The call begins at the 3:10 mark on
this video of Wednesday's Thom Hartmann program. This woman named Toni from Monmouth, NJ responding to a Hartmann commentary
from Tuesday regarding public vs. private employee unions. Toni claimed that 12% of her property taxes go to pensions and benefits for teachers. Thom then corrected Toni and said that the pensions are removed from teachers' paychecks and explained that the money is saved for retirement. In response, Toni claimed that taxpayers pay $20,000 per teacher for health benefits...and of course the teachers have to take reduced pay for those benefits. Thom then put Toni on hold and explained the pay discrepancy between public and private sector workers: it's true that high school grads make more money in public than private sector, but it reverses when comparing those with college degrees.
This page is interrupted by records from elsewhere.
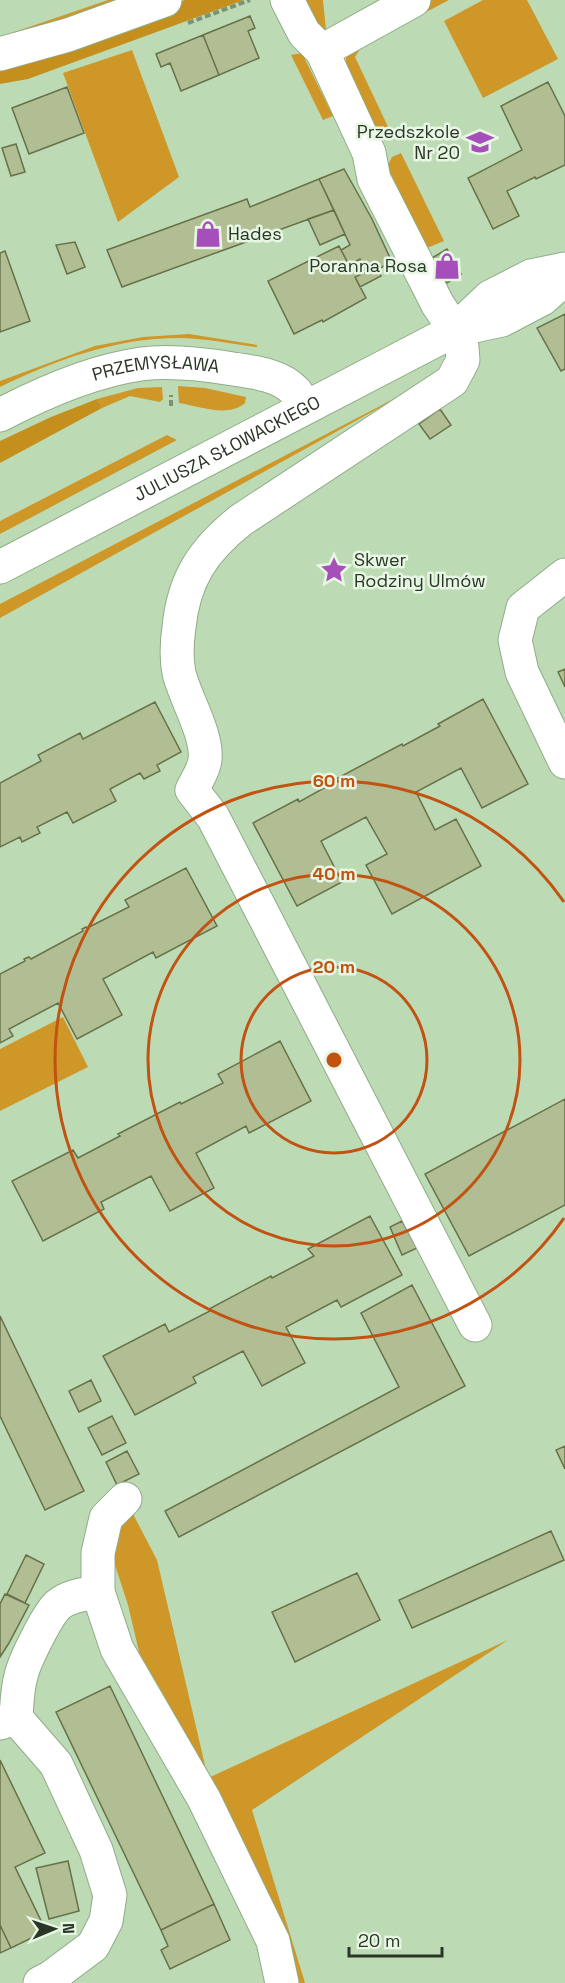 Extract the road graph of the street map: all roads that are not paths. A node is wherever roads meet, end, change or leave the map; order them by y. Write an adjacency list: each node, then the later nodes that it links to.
1 (165, 0): 5 (street)
2 (287, 0): 4 (street)
3 (414, 0): 4 (street)
4 (322, 51): 8 (street)
5 (0, 54)
6 (565, 269): 8 (street, JULIUSZA SŁOWACKIEGO)
7 (565, 279): 8 (street, JULIUSZA SŁOWACKIEGO)
8 (455, 330): 9 (street, JULIUSZA SŁOWACKIEGO); 14 (street)
9 (304, 408): 10 (street, PRZEMYSŁAWA); 11 (street, JULIUSZA SŁOWACKIEGO)
10 (0, 416)
11 (0, 567)
12 (565, 575): 13 (street)
13 (565, 762)
14 (476, 1326)
15 (125, 1499): 16 (street)
16 (98, 1592): 17 (street); 19 (street)
17 (8, 1721): 18 (street)
18 (40, 1983)
19 (282, 1983) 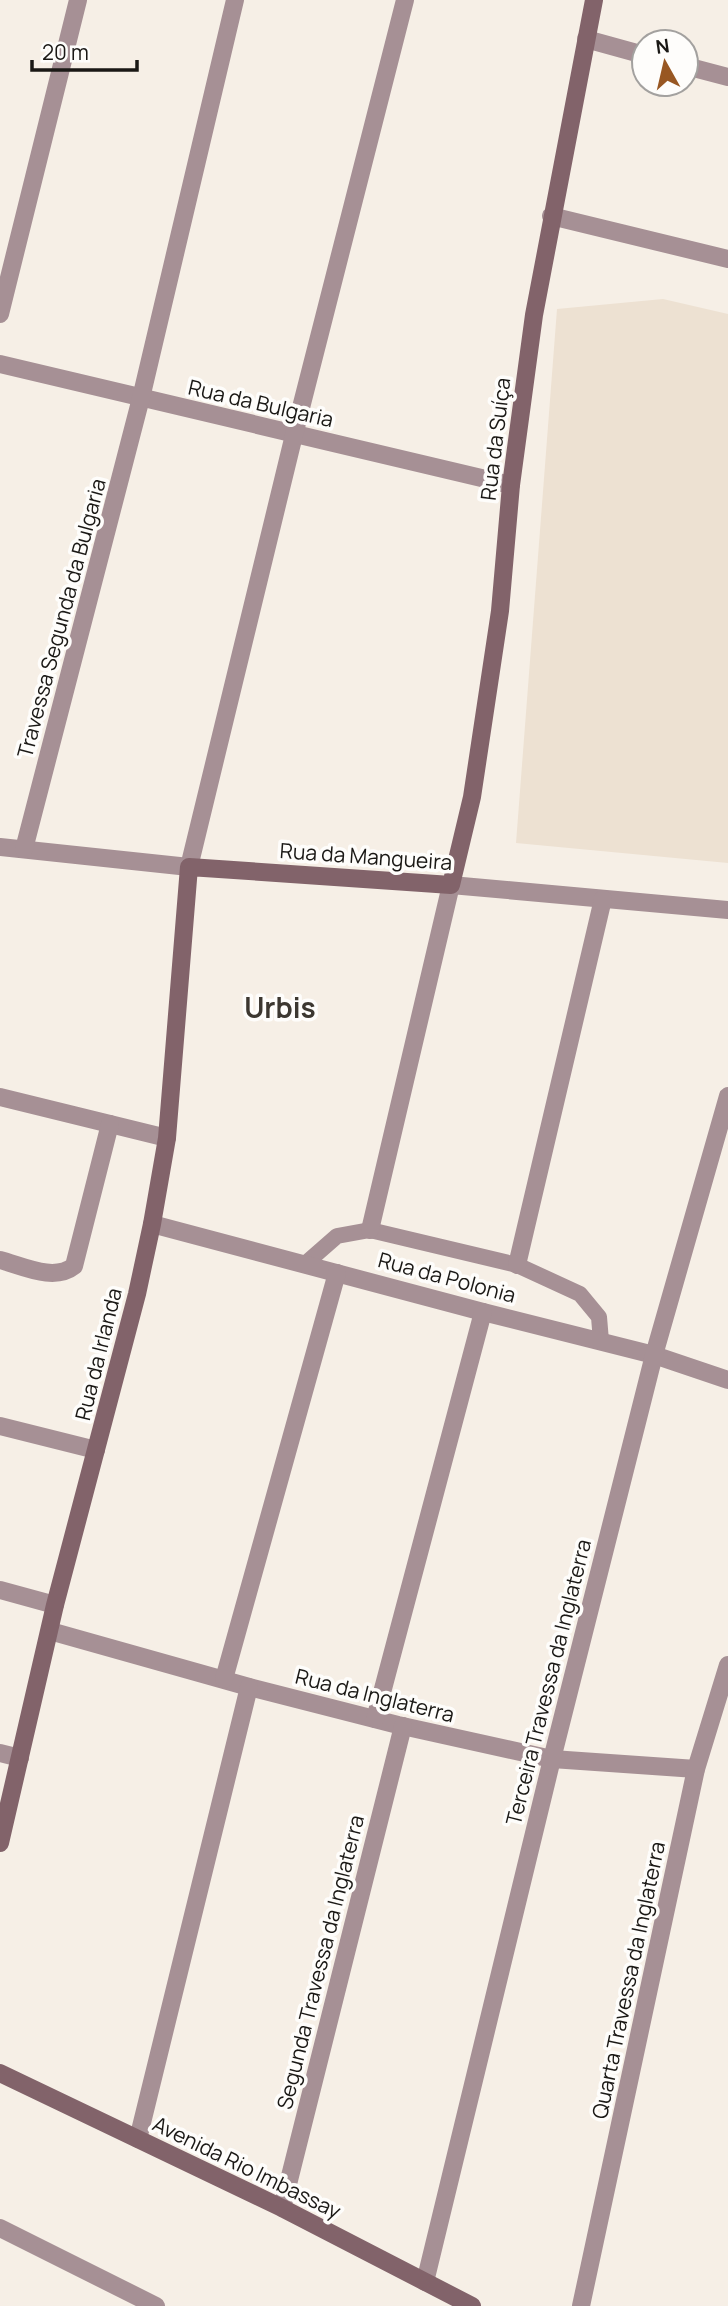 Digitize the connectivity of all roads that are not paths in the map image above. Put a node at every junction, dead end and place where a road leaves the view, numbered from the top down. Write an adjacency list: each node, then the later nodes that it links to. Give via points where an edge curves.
1 (78, 0): 11 (street)
2 (235, 0): 13 (street, Travessa Segunda da Bulgaria)
3 (405, 0): 14 (street)
4 (594, 0): 5 (street, Rua da Suíça)
5 (586, 40): 6 (street); 9 (street, Rua da Suíça)
6 (630, 51)
7 (700, 70): 8 (street)
8 (728, 77)
9 (551, 216): 10 (street); 15 (street, Rua da Suíça)
10 (728, 260)
11 (0, 314)
12 (0, 364): 13 (street, Rua da Bulgaria)
13 (141, 398): 14 (street, Rua da Bulgaria); 17 (street, Travessa Segunda da Bulgaria)
14 (294, 435): 15 (street, Rua da Bulgaria); 18 (street)
15 (511, 485): 19 (street, Rua da Suíça, via 500,611 474,786)
16 (0, 847): 17 (street, Rua da Mangueira)
17 (24, 849): 18 (street, Rua da Mangueira)
18 (189, 867): 19 (street, Rua da Mangueira); 25 (street, Rua da Irlanda)
19 (451, 885): 20 (street, Rua da Mangueira); 27 (street)
20 (603, 899): 21 (street, Rua da Mangueira); 30 (street)
21 (728, 910)
22 (728, 1096): 34 (street, Terceira Travessa da Inglaterra)
23 (0, 1097): 24 (street)
24 (110, 1124): 25 (street); 28 (street, via 74,1266 55,1274)
25 (167, 1138): 26 (street, Rua da Irlanda)
26 (152, 1224): 29 (street, Rua da Polonia); 37 (street, Rua da Irlanda)
27 (370, 1230): 29 (lane, via 337,1236); 30 (lane)
28 (0, 1260)
29 (305, 1264): 31 (street, Rua da Polonia)
30 (517, 1265): 33 (lane, via 580,1294 599,1317)
31 (337, 1273): 32 (street, Rua da Polonia); 42 (street)
32 (483, 1312): 33 (street, Rua da Polonia); 44 (street)
33 (601, 1341): 34 (street, Rua da Polonia)
34 (654, 1355): 35 (street, Rua da Polonia); 48 (street, Terceira Travessa da Inglaterra)
35 (728, 1380)
36 (0, 1426): 37 (street)
37 (96, 1450): 39 (street, Rua da Irlanda)
38 (0, 1590): 39 (street)
39 (55, 1605): 40 (street, Rua da Irlanda)
40 (50, 1631): 42 (street, Rua da Inglaterra); 47 (street, Rua da Irlanda)
41 (728, 1665): 49 (street, Quarta Travessa da Inglaterra)
42 (224, 1679): 43 (street, Rua da Inglaterra)
43 (249, 1687): 44 (street, Rua da Inglaterra); 52 (street)
44 (375, 1719): 45 (street, Rua da Inglaterra)
45 (403, 1726): 48 (street, Rua da Inglaterra); 53 (street, Segunda Travessa da Inglaterra)
46 (0, 1752): 47 (street)
47 (20, 1758): 50 (street, Rua da Irlanda)
48 (552, 1759): 49 (street, Rua da Inglaterra); 55 (street, Terceira Travessa da Inglaterra)
49 (696, 1769): 58 (street, Quarta Travessa da Inglaterra)
50 (0, 1843)
51 (0, 2073): 52 (street, Avenida Rio Imbassay)
52 (138, 2139): 53 (street, Avenida Rio Imbassay)
53 (282, 2208): 55 (street, Avenida Rio Imbassay)
54 (0, 2228): 56 (street)
55 (425, 2282): 57 (street, Avenida Rio Imbassay)
56 (156, 2306)
57 (472, 2306)
58 (581, 2306)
Then, Toni begins to complain about how she and other New Jersey middle-class families are being "squeezed" because of teachers' unions. It's because of New Jersey's great schools, responds Thom. But...New Jersey residents pay the highest property taxes in America and the schools are not that great, and Florida has better schools yet lower property taxes. Never mind that Florida has high sales, tourism, etc. taxes to offset the low property taxes. Then Toni cited the website
DataUniverse (a project of Asbury Park Press) and suggests funding the public schools "not on the backs of taxpayers" and complains about how teachers refused pay freezes at a school board meeting. "Toni, what you are advocating is that the teachers should be reduced to the same level of serfdom
the people who work at 7-Eleven...Obviously you have no interest in having a real conversation." Hung up.
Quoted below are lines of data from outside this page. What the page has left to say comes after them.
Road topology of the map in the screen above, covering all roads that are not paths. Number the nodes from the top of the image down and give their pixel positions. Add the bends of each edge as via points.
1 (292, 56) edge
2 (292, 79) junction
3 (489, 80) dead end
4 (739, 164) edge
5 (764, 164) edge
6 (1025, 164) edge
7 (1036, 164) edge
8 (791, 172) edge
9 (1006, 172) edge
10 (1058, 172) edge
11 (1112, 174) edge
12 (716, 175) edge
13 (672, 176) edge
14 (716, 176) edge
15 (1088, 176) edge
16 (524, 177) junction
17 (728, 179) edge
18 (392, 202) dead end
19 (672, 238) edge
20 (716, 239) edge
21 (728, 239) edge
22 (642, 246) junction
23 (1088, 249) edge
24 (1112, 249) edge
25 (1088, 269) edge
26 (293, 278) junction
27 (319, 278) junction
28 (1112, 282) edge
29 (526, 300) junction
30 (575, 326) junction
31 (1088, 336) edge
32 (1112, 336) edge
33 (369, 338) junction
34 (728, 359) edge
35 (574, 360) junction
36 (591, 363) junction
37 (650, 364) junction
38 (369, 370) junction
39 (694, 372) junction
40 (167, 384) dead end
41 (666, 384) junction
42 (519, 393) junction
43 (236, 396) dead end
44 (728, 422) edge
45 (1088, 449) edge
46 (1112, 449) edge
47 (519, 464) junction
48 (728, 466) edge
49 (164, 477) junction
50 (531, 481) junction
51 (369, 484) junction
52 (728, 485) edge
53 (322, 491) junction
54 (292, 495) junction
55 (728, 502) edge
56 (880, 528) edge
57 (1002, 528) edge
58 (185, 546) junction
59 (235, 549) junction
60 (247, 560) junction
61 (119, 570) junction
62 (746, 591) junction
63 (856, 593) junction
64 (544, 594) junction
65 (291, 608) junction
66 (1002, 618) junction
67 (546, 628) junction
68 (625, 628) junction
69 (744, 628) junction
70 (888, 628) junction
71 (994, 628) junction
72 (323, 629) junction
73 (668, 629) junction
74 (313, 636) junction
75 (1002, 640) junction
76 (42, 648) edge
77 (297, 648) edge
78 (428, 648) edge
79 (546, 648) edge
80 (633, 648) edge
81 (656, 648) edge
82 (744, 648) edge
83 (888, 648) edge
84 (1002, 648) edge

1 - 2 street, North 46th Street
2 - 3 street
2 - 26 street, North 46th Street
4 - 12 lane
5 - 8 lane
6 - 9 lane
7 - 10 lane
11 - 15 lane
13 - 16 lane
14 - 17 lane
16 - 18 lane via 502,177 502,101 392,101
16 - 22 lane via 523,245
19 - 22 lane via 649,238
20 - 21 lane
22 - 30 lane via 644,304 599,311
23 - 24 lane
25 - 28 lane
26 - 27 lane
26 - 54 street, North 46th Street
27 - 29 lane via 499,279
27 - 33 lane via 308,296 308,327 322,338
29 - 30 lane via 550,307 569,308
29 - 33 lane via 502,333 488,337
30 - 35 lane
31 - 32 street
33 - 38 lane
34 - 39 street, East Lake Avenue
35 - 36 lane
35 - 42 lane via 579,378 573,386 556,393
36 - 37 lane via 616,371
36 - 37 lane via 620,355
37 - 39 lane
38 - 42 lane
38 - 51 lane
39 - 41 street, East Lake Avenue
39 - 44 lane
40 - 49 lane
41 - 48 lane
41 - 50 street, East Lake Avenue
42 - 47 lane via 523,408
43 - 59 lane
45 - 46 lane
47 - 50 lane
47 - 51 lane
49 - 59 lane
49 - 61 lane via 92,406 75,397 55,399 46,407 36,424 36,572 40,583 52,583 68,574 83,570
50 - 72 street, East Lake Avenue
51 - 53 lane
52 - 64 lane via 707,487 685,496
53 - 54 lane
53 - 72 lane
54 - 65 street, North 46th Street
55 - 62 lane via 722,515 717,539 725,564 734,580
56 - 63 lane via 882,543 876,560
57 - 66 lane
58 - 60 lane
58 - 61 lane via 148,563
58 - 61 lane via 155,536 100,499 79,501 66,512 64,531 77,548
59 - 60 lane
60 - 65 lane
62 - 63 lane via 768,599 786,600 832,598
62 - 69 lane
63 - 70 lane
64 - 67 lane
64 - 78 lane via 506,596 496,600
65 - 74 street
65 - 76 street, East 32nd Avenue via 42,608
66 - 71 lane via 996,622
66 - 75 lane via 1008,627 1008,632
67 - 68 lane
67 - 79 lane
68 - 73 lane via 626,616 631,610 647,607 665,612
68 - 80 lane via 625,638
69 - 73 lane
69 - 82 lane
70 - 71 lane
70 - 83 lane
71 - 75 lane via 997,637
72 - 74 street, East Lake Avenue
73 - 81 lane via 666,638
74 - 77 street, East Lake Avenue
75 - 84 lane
The next caller, John from Dallas (Super Bowl town) responded: "Wow" and said that teachers deserve respect, decent pay, and a pension. Then to commercial break and a clarification about property taxes. At the 21:15 mark of the video, a member of a public employee union from California called in and explained that a union accepted pay cuts for the past 5 years. Thom responded that that caller Toni might've been paid by an anti-union org to call into radio shows or comment on public forums.
At 48:52, Thom comments on a plot to defund the Democratic Party by targeting the unions and then (51:40) mentions that the anti-union lobby has paid people to do call-ins, op-eds, public meeting comments, etc. (again alluding to this Toni caller).